What happens when employee engagement no longer focuses on the employee? A common practice among employee engagement companies is the development of “action plans.” The intent is a focused approach around efforts for leaders to collaborate on engagement opportunities with their employees. However, action plans are becoming more and more task-driven, check-the-box formats, instead of collaborative, open dialogue for teams. If leaders really want to grow their team’s engagement, they must build a purpose-driven daily, weekly and monthly approach to engagement, not a one-time action plan. Even with the growing amount of data available to organizations on the importance of engagement, there still doesn’t seem to be a large focus for most organizations on coaching and growing leaders in the essential areas employees are asking for. At the basis of employee’s engagement requests are the following growth opportunities.

1. Ensure that your employees know you care about them.

Employees want to know their leaders care about them, which isn’t a process of saying hello or asking how the family is doing. It goes much deeper. It involves structuring deliberate time to connect to each employee’s purpose. What is their reason for being on the team? Why are they passionate about the work they are doing? Tap into these questions, and work to make strong connections to each employee’s passion. Be deliberate in how you connect work assignments to the employee’s purpose.

Caring takes more time, but the impact always reaches greater depths. It’s not located on any action plan but is vital to tapping into each employee’s engagement. Leaders have to be deliberate and care about what their employees are and aren’t saying to them. It is a partnership, and employees must own their engagement and engage with their leaders when they take the time to connect.

2. Meet regularly and purposefully with your employees.

How often do you meet one-on-one with your employees? It should be one to two times a month, and your employee, not you, should be setting the agenda. Employees want time with their leaders, but when the leaders give them that time, it is often one-sided: The leader shares items that the employee needs to accomplish, and the conversations are heavily task-driven. Flip the script, and use this opportunity to empower your employees.

You’ll be amazed at how valuable this process can be. It allows you to find out what is really important to your employees and is a great accountability opportunity. Make one requirement: that your employees have to set the agenda for each one-on-one and provide it to you 48 hours before the meeting. Emphasize to them that you want to have plenty of time to review the agenda to be prepared, because you value this time with them and want to make it as meaningful as possible. Through this approach, you’re helping employees learn consistency, showing them how valuable a meeting with an agenda can be and demonstrating how much you value them.
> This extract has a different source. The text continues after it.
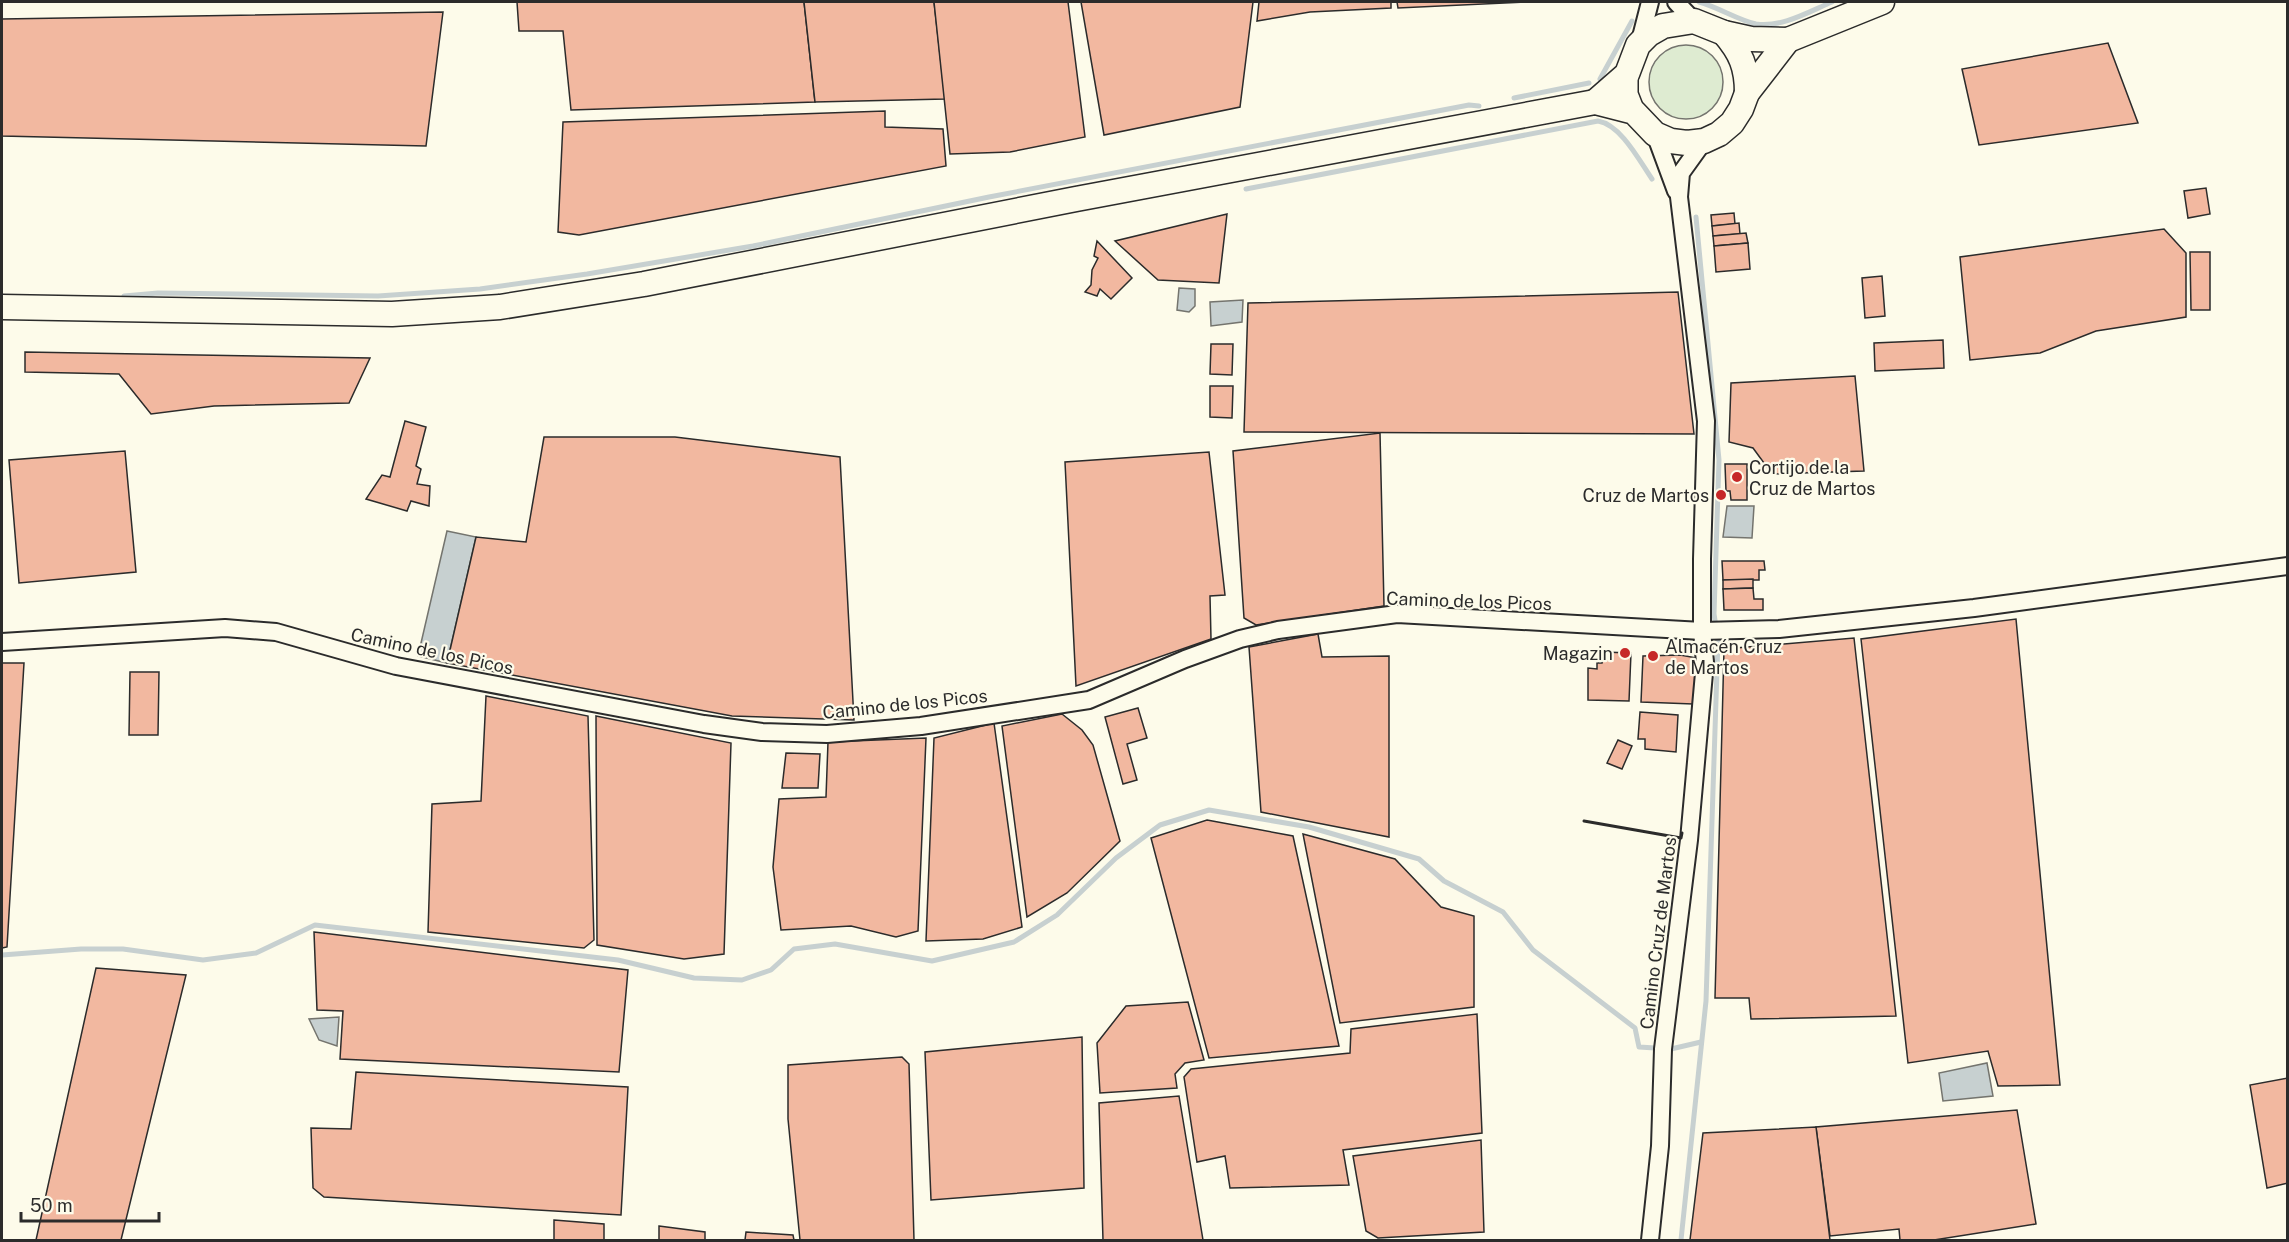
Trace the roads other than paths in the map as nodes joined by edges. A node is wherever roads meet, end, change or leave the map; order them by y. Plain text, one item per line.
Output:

These are key pieces of engagement.

3. Connect the employees’ purpose to the purpose of the organization.

Does your organization have a mission or purpose statement? Most do, and most employees view these statements as nice words with little personal meaning. Take time to connect the daily, weekly and monthly items that your team accomplishes to the purpose of the organization. Spend time in dialogue with your team about that purpose, and plan quarterly meetings to talk with your team members about their purpose in their career. Why do they do what they do? Why have they chosen to work for the organization? Listen for elements that connect to the purpose of the organization, and point them out. It is a lot easier for employees to push through on the tough days when they can connect what they are doing to their purpose. Even more, when employees can connect their purpose to the organization, it creates a different level of ownership of what they are accomplishing. Employees’ thought processes start to transition from showing up to a job to showing up for a career, in an organization they truly want to succeed.

Employee engagement doesn’t come from action plans rooted around one to two key questions from a survey. They may be a part of the process, but engagement is rooted in each employee’s willingness to own his or her part and leaders’ willingness to help their employees step into accountability and engagement. It is a continuous process and effort, and just because things are going well doesn’t mean the process stops. It just means there may be more opportunities.